Supply and Demand Imbalance

The limited supply in the market has pushed prices up in all regions except the West, where they remained flat. The median price of a home sold in July was $406,700, showing a 1.9% increase from the previous year. The chief economist for the National Association of Realtors, Lawrence Yun, highlighted that while the West is the most expensive region, it experienced a slight price decline. This price fluctuation can be attributed to the availability of more supply in the high-end market segment, while the lower end faces scarcity.

Despite the challenges in the market, there is still strong demand for homes. Approximately three-quarters of homes sold were on the market for less than a month, indicating the presence of eager buyers. In fact, around 30% of homes sold for more than their listing price, further emphasizing the competition among buyers. The limited options available to home shoppers have contributed to homeowners choosing to stay put and enjoy their current homes, especially those with low mortgage rates. This behavior has decreased the number of homes hitting the market, exacerbating the supply shortage issue.

Sales fell across all price categories, with the highest price category (homes over $1 million) experiencing the smallest decline. This anomaly can be explained by the greater supply of homes available at the high end of the market. Conversely, the lean inventory at the lower end has made it even more challenging for homebuyers searching for affordable options.

Cash sales continue to play a significant role in the real estate market, with all-cash transactions accounting for 26% of total sales in July. This percentage remained steady compared to June but saw a notable increase from 24% in July 2022. Investors, who typically rely on cash payments, purchased 16% of homes in July. While this figure is slightly lower than June’s 18%, it still marks a notable increase from 14% in July 2022.

First-time homebuyers appear to be gaining momentum in the market, with the National Association of Realtors reporting that 30% of sales went to this buyer category in July. This represents an increase from 27% in June, suggesting that first-time buyers are finding opportunities despite the challenging conditions. Furthermore, there has been a growing demand for Federal Housing Administration (FHA) loans, which offer low down payment options. These loans are particularly favored by first-time buyers, highlighting their increasing presence in the market.
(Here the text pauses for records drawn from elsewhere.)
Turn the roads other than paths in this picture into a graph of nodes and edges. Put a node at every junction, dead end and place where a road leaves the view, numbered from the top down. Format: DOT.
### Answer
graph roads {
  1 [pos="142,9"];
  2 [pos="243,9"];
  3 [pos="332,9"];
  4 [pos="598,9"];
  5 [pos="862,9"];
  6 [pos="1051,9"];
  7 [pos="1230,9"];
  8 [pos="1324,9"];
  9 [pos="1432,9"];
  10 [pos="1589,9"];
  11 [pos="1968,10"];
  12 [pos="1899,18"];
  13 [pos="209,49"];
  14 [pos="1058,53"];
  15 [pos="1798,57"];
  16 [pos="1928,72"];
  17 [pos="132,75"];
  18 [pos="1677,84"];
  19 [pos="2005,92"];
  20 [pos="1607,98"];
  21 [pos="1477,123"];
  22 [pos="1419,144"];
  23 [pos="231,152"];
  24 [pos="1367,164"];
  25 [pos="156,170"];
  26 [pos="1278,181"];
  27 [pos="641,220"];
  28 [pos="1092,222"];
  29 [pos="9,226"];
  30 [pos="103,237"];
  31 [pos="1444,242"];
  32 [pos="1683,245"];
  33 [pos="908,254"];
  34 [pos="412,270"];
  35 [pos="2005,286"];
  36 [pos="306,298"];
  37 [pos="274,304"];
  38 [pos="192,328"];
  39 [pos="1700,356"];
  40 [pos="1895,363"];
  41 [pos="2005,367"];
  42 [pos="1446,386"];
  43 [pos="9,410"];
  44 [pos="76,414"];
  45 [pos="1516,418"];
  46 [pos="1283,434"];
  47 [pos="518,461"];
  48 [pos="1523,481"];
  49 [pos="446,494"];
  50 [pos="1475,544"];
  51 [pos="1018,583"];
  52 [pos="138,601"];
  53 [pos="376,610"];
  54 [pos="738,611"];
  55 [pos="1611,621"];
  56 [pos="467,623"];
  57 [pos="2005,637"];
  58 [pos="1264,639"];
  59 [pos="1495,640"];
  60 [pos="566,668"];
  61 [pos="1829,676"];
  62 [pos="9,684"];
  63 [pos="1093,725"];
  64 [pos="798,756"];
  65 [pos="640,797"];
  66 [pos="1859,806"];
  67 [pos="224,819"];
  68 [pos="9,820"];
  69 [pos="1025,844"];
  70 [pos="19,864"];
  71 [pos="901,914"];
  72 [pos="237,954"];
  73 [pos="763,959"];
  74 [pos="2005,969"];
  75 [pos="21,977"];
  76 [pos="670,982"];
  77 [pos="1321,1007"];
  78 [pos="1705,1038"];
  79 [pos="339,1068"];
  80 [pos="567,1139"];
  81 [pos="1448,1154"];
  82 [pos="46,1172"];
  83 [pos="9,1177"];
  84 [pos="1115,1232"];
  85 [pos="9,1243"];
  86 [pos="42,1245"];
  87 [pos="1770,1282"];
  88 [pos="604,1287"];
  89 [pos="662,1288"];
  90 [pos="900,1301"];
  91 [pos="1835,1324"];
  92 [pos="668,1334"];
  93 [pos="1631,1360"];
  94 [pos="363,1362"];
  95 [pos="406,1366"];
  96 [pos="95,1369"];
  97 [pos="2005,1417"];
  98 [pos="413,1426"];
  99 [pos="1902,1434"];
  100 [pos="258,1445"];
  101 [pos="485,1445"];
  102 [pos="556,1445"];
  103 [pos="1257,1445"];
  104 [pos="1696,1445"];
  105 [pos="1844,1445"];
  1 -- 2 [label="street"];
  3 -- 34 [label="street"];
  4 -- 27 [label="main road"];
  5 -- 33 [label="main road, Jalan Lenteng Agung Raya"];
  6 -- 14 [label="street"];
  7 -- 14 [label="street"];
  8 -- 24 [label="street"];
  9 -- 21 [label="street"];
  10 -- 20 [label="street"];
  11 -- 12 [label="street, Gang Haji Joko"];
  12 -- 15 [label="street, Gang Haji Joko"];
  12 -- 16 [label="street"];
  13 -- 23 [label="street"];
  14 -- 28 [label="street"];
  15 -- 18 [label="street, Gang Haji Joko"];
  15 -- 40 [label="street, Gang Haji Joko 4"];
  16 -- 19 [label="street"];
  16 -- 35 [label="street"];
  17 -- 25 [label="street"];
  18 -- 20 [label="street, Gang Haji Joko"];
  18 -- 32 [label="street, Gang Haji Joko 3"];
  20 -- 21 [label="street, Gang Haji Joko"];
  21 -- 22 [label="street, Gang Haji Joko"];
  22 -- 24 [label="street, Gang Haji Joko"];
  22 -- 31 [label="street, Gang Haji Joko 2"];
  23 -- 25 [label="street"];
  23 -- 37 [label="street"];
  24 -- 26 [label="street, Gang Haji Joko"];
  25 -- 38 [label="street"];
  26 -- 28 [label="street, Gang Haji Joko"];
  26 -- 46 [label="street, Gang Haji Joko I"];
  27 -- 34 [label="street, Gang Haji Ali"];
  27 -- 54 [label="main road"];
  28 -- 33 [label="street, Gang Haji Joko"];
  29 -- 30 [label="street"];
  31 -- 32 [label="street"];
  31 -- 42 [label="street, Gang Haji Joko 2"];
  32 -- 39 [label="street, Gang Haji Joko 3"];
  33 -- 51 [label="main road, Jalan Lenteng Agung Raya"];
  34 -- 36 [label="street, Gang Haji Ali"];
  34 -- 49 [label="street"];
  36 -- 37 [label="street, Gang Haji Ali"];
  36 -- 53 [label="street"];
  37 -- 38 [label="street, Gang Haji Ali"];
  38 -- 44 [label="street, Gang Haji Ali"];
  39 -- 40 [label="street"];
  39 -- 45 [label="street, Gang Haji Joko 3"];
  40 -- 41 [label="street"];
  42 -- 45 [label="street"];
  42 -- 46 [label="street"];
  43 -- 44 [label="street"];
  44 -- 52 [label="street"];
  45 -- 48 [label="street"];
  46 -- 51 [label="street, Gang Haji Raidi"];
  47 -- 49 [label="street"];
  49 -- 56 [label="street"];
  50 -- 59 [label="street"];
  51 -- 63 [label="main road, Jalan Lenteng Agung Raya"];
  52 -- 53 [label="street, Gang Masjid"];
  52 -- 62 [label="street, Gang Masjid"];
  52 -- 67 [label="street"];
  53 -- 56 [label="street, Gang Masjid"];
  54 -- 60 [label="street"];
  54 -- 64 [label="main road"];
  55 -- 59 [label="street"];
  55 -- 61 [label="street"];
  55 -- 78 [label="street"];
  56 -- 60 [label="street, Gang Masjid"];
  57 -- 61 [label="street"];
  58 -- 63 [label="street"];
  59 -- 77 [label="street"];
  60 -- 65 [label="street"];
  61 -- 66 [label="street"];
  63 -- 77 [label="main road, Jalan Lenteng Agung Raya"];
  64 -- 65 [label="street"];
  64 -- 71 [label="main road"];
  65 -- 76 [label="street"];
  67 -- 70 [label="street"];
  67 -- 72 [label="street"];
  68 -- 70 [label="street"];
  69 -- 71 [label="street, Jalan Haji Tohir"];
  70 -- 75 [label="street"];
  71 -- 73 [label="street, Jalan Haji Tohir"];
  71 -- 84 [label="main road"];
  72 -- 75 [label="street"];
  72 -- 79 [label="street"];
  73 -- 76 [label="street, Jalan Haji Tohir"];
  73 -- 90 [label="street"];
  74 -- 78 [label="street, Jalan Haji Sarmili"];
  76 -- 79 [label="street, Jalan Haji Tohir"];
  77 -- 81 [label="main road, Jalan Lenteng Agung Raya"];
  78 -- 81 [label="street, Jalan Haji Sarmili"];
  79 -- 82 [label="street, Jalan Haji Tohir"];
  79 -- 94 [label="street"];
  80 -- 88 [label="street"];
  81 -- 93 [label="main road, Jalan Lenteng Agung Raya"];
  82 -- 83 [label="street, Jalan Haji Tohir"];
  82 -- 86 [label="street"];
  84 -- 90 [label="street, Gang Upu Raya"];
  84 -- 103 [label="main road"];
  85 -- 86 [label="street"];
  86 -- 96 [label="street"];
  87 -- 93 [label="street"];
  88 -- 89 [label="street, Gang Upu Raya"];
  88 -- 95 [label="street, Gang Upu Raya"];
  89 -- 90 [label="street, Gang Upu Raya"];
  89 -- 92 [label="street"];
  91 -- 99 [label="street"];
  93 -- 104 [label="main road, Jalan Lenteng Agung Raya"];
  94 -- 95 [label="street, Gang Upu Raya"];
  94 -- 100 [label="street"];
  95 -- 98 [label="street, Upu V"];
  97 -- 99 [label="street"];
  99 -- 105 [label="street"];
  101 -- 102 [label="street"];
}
As we approach the fall season, the housing market stands at a pivotal point. Lisa Sturtevant, the chief economist at Bright MLS, ruminated on the potential impact of higher mortgage rates. She noted that the decision between renting and buying may currently lean towards renting for some consumers, especially in markets where rents are decreasing, and new apartments are becoming available. The coming months will reveal whether the market can adjust to the challenges and provide favorable conditions for both buyers and sellers.